The rapid creation of productive jobs, and hence the possibility of growth with social equity, are closely dependent on the level of investment. In order for this growth and the employment thus generated to be sustainable in time, it is also necessary to invest in the recovery and conservation of natural capital, which is currently suffering excessively rapid depreciation (14). This is why a greater public and private austerity effort is essential, both to raise investment and to move towards greater equity. Increased saving, especially by wage-earners, is doubly favourable for this objective, since it makes it possible to create productive jobs and stimulates the accumulation of capital by the workers themselves. Thus, by raising the level of workers' saving, it is possible to avoid the apparent dilemma of having to tolerate inequitable structures in the hopes of maintaining high levels of saving; in other words, instead of raising saving by transferring income from wage-earners to financiers as is often suggested, it is preferable to increase it by restricting the present level of consumption of wage-earners but allowing them to enjoy the fruits of the greater investment level which results from their savings effort.

Some potential mechanisms for this purpose are institutionalized investment-savings schemes (supplementary to or independent of the social security system) and other mechanisms which encourage saving to become eligible for programmes to provide housing, access to land, or education.

Likewise, even if social security is not reorganized on the basis of individual capitalization, it is possible to increase public saving by reducing the deficit of many social security systems by taking steps to eliminate special privileges, to adapt benefits to a working life which is now a good deal longer than in the past, and ensuring that the benefits are in line with the actuarial value of the respective welfare fund and not its cash flow.
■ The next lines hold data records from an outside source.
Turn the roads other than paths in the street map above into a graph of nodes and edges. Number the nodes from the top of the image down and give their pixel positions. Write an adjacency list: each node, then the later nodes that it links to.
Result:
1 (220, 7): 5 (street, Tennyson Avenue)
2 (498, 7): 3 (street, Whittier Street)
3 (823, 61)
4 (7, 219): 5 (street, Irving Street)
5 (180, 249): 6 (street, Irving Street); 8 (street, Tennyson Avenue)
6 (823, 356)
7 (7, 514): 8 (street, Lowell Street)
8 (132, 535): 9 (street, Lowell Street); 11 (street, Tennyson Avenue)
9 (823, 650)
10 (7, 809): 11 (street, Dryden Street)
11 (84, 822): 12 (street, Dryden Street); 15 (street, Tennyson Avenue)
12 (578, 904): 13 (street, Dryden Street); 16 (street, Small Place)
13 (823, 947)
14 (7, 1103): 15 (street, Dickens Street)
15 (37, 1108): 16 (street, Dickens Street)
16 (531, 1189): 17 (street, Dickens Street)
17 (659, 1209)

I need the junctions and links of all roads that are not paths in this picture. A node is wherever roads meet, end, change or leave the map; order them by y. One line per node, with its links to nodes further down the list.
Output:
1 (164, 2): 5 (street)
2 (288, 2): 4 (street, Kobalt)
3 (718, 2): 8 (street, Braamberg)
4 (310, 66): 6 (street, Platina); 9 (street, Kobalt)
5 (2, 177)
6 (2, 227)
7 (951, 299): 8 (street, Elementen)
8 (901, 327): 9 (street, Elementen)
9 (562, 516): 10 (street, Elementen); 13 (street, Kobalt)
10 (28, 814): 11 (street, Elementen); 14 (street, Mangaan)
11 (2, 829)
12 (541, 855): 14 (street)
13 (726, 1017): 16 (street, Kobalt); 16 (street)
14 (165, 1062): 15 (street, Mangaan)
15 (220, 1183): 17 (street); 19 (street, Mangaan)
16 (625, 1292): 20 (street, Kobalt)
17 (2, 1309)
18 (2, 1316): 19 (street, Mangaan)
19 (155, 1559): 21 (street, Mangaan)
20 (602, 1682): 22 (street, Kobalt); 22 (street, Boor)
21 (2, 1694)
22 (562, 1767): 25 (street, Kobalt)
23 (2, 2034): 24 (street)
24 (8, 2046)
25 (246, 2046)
In order to speed up the creation of productive employment, it is necessary not only to increase saving, but also to improve the allocation of the corresponding capital, since the shortage of productive jobs (or the presence of underemployment) is usually due not only to shortcomings in the labour market but also to failures in the physical capital and land markets. Thus, the region's employment problem is due not only to the relative shortage of capital which is an inevitable feature of any developing country but also to a shortage of employment aggravated by the limited mobility of capital between firms and sectors, as is shown by the high degree of self-financing that is a characteristic of all enterprises except the largest ones. This insufficient mobility of capital, together with the concentration of capital and land in just a few hands, is one of the reasons why some enterprises and activities are excessively or prematurely capital-intensive. Thus, not only is available capital not put to good use, but most of the other enterprises are forced to work with an insufficient amount of capital or land, and with extremely labour-intensive, inefficient technologies.

It is necessary to overcome the most serious shortcomings in the capital market in order to increase efficiency and employment and, ultimately, improve income distribution. Prominent among these shortcomings is the fact that there is no long-term capital market for the bulk of the firms in the region (those whose shares are not traded on the stock exchange), nor is there any market for investment in human capital. Likewise, there is a lack of mechanisms to provide or take the place of guarantees for a large number of small enterprises, nor are there channels for the distribution of credit to which the bulk of agricultural enterprises or small or medium-sized firms in the other sectors of production can gain access.

The land market suffers from serious shortcomings, and access to it is very inequitable: a significant proportion of the land is not covered by legal deeds; in a number of countries, ownership is still highly concentrated, and, moreover, the appraised value for tax purposes is low and erratic, while there is no suitable machinery for raising the appraisal value with the passage of time or because of improvements in public infrastructure; nor has there been full development of the potential for leasing, especially in respect of the purchase of used equipment (non-polluting), which is often very suitable for small firms in all sectors.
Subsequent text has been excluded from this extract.